E come Ottavia anche tu ti proponi di restarne fuori ma in realtà entrambe siete più dentro di quanto pensiate: tu con il riproporre certe situazioni sonore, infatti il suono a differenza delle parole non ha una stratificazione ma “è” e basta.

Floraleda Sacchi Credo che Massini abbia descritto molto bene quest’aspetto quando è venuto a sentirci per la prima volta. Infatti ci ha fatto notare come Ottavia era il presente, l’azione e la musica invece la memoria dell’azione stessa, e unendo questi due piani si otteneva un’astrazione di distanza nel senso che si dava l’idea del già trascorso: era chiaro che Anna era morta e tutti lo sapevamo, era chiaro che questa vicenda è perdente perché non c’è libertà di stampa e non c’è libertà di fare il proprio lavoro. Pertanto tutto è già perso in partenza e questo si sa già. E anche se lei sta raccontando un evento al presente, si sa già che è finito, passato e anche la mia musica dà il senso del finito. Ottavia racconta il presente e quello che io faccio è comunque qualcosa che è finita. E penso che questo dia una parte di freddezza, di distanza e chi lo guarda si accorge di questa freddezza nel senso che è preso ma allo stesso tempo resta attonito ma quando lo spettacolo finisce qualcosa comincia a lavorarti dentro e ti scava. Credo che sia questo l’effetto che dà questa freddezza che non è istantanea e ti tocca a livello emotivo.

C’è una sospensione?

Floraleda Sacchi Sì. Non ti arriva subito ma dopo e ti rendi conto che è angosciante e ti tocca profondamente.

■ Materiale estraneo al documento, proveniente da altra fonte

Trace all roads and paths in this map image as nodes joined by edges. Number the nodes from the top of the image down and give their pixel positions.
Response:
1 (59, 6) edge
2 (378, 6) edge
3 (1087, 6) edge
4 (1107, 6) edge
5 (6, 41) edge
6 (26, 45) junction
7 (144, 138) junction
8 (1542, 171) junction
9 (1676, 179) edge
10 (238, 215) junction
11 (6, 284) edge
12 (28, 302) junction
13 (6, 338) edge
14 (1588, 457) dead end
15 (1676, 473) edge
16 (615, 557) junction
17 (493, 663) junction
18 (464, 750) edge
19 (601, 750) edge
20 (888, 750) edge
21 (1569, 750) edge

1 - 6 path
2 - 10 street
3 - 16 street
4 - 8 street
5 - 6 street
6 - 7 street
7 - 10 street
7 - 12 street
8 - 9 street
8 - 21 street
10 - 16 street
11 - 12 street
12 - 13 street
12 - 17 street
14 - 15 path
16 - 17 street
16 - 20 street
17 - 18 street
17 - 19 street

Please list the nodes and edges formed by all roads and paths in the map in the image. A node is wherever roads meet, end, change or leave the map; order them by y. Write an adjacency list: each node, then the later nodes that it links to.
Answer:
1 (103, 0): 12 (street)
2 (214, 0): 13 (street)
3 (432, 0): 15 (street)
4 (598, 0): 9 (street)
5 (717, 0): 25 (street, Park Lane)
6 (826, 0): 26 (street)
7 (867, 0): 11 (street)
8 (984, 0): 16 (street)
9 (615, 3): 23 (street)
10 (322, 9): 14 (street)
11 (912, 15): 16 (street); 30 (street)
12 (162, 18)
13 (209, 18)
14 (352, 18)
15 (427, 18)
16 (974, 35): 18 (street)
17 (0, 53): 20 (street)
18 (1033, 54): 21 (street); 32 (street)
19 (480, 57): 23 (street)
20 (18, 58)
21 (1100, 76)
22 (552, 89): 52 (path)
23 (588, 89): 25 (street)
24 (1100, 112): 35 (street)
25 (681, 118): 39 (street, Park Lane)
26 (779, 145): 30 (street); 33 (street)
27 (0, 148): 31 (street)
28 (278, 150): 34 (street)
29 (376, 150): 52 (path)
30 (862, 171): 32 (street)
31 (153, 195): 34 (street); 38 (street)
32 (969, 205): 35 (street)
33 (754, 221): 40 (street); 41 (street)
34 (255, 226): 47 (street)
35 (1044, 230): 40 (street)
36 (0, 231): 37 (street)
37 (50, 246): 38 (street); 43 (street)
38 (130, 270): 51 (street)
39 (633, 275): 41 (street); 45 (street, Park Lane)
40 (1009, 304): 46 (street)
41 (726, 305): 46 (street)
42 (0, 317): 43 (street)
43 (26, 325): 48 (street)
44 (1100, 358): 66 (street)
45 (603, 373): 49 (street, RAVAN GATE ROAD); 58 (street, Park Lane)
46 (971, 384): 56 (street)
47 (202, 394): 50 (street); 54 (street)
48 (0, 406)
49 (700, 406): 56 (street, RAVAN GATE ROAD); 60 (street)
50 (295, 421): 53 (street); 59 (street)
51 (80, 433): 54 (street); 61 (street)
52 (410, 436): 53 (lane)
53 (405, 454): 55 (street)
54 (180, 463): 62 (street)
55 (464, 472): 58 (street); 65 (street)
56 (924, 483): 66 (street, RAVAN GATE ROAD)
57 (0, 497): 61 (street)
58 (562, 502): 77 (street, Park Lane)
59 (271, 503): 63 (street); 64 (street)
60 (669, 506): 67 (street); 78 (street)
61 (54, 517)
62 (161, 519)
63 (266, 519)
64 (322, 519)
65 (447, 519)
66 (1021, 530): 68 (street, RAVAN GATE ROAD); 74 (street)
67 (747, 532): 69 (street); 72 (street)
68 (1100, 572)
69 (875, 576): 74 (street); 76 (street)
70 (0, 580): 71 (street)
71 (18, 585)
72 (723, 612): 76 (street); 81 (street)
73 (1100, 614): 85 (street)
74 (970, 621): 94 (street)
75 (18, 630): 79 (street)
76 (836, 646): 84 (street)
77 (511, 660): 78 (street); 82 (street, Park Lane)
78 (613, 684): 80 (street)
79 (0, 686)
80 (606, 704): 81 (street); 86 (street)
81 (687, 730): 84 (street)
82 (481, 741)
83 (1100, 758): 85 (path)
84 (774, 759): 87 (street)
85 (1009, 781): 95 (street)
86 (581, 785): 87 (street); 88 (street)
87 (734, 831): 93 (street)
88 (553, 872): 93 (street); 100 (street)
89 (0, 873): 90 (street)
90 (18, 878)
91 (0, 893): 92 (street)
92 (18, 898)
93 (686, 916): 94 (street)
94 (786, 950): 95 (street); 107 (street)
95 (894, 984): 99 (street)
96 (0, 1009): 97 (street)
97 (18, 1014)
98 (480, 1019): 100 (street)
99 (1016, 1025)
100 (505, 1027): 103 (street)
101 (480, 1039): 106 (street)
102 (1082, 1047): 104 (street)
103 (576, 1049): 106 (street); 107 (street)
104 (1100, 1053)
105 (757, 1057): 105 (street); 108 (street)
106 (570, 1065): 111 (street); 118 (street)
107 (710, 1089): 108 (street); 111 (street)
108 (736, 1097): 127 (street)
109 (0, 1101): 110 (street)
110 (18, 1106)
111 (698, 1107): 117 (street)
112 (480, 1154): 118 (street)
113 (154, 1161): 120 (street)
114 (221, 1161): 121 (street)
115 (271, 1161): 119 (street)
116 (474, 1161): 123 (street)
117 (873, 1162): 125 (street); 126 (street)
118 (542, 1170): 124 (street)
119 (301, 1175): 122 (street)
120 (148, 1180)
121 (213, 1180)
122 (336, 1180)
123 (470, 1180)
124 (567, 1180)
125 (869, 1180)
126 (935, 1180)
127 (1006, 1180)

Ho notato anche come la musica fosse l’espansione e in alcuni momenti lo squarcio, la lacerazione delle parole.

Floraleda Sacchi Sì, sicuramente. In certi momenti le smorza quasi, per esempio “la passeggiata tra le tombe” è un momento molto forte dello spettacolo in cui Ottavia depone tutti i nomi dei bambini morti sulle tombe come posasse dei fiori. In questo percorso non conta tanto il nome del bambino ma la tragedia di avere una strage di questo tipo. Non è più importante l’elenco e quindi le parole ma il percepire in quest’elencazione l’entità di una tragedia ancora più grande. La musica smorza il testo che non è più la parola singola ma l’idea di quello che sta succedendo.

C’è poi un’unica scena, anzi “istantanea”, in cui tu e Ottavia agite in perfetta contemporaneità, nel presente.

Floraleda Sacchi Credo che tu ti riferisca al Sangue e la neve in cui si descrive l’attentato. È il climax, il punto di arrivo dello spettacolo. È una corsa all’unisono.

Perché l’arpa?

Floraleda Sacchi Perché a contrasto poteva essere così inaspettatamente metallica e violenta da un lato e dall’altro assolutamente eterea nel suono. Fa parte dell’alone che dà allo spettacolo. È tra l’altro è un’immagine fisica forte.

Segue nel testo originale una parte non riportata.